**Source records**
──────────────────────────────

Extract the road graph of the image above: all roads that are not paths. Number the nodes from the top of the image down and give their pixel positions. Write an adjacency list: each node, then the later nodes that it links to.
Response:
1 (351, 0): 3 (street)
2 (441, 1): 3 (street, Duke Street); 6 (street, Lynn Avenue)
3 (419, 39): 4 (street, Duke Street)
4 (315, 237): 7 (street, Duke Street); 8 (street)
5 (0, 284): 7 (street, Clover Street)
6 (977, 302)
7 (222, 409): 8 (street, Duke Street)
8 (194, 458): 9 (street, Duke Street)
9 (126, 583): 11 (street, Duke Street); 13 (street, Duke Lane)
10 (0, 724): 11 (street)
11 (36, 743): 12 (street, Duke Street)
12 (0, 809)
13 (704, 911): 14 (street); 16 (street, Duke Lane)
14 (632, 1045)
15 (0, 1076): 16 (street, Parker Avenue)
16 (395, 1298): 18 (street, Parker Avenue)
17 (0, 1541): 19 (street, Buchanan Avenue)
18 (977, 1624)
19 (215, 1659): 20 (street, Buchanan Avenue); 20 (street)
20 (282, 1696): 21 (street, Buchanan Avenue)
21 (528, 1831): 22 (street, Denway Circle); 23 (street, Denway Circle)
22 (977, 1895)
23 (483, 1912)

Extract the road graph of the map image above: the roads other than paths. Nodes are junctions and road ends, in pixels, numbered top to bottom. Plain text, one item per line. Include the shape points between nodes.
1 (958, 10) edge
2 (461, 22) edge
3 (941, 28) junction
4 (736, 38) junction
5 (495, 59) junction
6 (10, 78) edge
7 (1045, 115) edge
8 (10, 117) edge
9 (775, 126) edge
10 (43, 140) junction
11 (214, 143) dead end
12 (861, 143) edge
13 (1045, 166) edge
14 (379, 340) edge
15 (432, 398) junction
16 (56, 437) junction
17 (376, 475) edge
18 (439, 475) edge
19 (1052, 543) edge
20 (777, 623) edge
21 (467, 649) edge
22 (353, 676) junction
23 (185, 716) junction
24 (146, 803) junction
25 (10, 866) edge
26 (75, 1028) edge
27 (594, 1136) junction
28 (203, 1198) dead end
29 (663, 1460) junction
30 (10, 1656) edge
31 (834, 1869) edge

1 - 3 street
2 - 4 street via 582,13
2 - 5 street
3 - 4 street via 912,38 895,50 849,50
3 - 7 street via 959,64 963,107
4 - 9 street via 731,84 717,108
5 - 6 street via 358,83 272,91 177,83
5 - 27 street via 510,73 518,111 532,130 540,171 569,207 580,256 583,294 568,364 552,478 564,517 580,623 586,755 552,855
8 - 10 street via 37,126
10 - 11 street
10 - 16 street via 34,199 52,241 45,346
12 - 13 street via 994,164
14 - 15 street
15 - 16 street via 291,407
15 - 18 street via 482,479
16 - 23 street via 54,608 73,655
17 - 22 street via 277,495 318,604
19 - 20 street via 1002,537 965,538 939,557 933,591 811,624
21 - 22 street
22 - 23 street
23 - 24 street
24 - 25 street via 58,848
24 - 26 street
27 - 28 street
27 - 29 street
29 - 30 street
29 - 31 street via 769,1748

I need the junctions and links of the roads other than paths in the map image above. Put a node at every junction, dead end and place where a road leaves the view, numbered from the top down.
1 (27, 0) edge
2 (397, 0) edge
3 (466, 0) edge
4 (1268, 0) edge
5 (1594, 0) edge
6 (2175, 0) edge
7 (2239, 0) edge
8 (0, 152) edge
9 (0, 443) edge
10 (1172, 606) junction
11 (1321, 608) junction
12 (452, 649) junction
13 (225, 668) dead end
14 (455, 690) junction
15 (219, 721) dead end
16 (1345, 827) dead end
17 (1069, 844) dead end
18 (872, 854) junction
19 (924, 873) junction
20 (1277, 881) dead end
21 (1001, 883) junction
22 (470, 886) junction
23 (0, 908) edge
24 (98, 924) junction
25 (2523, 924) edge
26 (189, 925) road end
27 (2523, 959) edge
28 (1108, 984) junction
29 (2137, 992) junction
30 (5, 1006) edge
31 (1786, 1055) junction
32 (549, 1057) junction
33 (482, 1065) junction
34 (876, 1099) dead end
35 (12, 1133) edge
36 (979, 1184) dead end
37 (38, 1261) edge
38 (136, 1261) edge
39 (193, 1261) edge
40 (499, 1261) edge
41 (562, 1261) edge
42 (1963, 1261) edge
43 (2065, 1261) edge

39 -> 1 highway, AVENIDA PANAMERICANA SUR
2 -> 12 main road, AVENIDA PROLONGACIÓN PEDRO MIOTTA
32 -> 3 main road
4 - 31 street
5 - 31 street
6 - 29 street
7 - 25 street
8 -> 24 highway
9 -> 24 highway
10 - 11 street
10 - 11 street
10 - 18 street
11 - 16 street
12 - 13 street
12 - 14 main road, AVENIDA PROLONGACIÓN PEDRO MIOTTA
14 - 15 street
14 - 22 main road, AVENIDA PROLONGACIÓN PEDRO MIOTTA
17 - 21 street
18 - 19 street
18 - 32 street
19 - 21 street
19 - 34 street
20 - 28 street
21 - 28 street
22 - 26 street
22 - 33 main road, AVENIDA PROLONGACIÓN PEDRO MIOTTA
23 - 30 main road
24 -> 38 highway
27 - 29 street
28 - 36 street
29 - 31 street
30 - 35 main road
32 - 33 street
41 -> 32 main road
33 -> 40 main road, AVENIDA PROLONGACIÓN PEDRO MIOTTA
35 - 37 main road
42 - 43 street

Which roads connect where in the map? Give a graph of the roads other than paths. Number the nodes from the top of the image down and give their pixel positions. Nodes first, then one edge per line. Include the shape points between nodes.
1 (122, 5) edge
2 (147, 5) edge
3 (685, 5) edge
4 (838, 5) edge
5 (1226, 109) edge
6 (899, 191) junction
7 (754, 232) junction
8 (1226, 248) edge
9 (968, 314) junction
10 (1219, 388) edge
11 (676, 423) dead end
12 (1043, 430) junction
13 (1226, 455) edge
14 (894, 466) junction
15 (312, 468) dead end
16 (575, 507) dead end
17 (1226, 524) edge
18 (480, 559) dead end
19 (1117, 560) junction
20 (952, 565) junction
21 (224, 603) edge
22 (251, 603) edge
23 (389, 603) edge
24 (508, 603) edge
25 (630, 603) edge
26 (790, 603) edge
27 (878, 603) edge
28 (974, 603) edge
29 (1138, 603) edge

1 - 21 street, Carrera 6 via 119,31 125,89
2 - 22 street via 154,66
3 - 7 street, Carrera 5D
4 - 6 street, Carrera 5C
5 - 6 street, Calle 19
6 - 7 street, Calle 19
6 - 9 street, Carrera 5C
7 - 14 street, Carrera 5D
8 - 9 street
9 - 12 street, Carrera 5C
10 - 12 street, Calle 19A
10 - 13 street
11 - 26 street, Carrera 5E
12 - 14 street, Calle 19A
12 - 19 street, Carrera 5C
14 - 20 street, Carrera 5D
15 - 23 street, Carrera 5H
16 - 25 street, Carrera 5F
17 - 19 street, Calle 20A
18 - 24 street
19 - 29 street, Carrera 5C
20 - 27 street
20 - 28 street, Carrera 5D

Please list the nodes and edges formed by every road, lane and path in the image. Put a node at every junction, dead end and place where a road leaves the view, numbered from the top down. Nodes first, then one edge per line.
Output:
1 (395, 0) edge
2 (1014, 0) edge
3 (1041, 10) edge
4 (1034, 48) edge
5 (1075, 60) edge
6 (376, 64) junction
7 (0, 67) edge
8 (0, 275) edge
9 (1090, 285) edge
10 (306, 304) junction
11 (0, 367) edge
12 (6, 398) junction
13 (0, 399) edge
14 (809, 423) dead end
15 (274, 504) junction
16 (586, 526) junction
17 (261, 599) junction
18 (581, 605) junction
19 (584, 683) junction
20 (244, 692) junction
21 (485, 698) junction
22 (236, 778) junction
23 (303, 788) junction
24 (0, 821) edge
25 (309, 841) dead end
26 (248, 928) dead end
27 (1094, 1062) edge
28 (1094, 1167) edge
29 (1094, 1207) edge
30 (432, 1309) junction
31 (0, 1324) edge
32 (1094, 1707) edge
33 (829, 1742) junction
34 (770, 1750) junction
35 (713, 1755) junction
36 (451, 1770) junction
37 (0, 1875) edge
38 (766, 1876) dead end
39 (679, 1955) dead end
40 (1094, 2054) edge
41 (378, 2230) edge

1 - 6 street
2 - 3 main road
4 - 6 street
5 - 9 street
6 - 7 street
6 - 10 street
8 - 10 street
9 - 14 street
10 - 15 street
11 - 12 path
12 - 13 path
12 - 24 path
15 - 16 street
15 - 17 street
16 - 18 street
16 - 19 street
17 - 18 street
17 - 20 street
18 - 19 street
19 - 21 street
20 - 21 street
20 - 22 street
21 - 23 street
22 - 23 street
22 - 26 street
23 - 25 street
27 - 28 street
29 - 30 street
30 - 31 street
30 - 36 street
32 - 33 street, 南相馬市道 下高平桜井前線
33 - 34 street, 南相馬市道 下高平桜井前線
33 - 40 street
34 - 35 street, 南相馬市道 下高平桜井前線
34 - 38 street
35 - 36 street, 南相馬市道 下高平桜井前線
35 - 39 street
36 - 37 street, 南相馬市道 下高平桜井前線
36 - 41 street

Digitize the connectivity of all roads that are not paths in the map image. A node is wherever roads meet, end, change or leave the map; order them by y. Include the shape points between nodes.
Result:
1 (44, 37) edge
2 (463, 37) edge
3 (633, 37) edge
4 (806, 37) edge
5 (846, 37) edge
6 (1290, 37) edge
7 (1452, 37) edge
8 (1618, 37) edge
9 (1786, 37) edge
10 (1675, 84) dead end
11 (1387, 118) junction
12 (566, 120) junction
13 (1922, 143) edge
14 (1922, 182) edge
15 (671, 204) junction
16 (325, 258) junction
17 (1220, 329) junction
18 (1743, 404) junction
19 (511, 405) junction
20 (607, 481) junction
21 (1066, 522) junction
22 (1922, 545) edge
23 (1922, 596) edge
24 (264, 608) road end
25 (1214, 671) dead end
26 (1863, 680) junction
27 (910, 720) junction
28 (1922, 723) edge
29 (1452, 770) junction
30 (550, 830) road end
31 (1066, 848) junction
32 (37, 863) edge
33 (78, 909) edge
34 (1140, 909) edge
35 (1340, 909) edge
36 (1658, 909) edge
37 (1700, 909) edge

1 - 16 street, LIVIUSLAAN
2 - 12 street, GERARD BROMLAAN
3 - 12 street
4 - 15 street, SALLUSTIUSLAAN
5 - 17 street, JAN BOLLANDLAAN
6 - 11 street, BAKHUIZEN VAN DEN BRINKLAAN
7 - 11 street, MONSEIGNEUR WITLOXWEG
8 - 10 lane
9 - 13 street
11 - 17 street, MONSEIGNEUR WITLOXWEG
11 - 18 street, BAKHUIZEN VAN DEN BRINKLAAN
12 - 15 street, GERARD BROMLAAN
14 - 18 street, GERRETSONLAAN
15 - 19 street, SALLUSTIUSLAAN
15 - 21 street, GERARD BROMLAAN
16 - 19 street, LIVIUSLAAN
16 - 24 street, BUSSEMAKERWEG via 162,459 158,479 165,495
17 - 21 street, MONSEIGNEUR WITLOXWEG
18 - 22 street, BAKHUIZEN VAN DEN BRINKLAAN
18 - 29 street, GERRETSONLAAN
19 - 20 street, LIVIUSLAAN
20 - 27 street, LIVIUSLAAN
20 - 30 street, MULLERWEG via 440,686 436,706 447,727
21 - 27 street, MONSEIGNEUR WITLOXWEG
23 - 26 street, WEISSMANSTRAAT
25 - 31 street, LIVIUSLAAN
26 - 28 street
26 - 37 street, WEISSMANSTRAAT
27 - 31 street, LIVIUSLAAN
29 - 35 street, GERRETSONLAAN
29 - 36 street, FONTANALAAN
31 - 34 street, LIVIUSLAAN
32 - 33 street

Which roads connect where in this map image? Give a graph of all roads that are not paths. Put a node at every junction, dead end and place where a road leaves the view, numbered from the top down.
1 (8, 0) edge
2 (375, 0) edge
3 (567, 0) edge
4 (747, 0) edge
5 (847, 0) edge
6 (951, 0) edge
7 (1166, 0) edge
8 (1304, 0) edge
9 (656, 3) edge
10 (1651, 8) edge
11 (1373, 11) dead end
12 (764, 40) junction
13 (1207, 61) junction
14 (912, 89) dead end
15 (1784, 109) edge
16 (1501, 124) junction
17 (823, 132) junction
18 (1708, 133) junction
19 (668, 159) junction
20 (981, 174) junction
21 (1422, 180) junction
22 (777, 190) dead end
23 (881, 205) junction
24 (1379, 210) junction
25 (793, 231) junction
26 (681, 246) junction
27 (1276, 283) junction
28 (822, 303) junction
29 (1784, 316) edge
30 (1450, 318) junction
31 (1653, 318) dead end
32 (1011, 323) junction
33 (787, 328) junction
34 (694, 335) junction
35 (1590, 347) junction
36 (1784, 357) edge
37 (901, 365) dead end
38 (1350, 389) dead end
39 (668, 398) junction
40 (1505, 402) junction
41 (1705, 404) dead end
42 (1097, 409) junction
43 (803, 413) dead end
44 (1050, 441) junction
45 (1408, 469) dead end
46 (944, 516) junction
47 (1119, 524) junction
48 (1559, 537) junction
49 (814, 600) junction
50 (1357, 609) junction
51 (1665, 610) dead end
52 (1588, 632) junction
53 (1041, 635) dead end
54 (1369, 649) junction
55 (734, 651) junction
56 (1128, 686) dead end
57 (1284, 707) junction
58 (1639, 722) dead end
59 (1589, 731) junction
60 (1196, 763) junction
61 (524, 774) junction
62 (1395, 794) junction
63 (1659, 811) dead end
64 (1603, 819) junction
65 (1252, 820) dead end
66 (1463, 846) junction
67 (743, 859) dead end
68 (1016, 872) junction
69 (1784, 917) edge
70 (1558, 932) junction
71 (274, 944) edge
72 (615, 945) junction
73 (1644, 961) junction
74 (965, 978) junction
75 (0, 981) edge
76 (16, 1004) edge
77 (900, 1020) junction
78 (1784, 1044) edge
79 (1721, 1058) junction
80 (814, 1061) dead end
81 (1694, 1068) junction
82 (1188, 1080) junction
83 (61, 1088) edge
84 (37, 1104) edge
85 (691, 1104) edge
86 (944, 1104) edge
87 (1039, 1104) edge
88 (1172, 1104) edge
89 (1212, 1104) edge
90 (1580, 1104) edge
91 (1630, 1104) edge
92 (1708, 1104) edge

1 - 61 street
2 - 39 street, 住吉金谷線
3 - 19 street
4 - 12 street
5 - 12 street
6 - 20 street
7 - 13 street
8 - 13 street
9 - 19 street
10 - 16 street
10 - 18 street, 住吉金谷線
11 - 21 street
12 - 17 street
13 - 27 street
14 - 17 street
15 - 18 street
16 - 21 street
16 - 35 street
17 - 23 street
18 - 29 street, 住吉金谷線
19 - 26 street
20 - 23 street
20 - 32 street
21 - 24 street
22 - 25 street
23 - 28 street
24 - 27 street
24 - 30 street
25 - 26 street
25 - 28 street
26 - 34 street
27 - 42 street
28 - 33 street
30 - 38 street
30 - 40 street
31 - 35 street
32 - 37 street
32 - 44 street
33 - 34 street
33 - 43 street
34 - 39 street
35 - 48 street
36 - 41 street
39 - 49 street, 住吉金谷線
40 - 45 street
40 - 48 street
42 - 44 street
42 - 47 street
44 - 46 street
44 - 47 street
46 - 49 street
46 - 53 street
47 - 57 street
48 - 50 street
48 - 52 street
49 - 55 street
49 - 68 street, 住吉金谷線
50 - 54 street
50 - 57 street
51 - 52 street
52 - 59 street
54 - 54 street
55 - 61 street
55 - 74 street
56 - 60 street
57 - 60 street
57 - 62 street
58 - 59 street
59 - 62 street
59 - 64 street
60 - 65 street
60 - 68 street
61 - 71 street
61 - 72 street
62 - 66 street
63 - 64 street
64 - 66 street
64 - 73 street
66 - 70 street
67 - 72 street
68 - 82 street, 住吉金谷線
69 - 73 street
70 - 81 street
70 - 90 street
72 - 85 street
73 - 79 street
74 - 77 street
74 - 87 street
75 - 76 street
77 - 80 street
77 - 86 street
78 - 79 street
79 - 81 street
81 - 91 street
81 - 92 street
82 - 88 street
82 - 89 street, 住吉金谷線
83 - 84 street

──────────────────────────────

**Assignment**
Every line in the entries above that mentions the word "下高平桜井前線" must be shown.

**Answer to the problem**
32 - 33 street, 南相馬市道 下高平桜井前線
33 - 34 street, 南相馬市道 下高平桜井前線
34 - 35 street, 南相馬市道 下高平桜井前線
35 - 36 street, 南相馬市道 下高平桜井前線
36 - 37 street, 南相馬市道 下高平桜井前線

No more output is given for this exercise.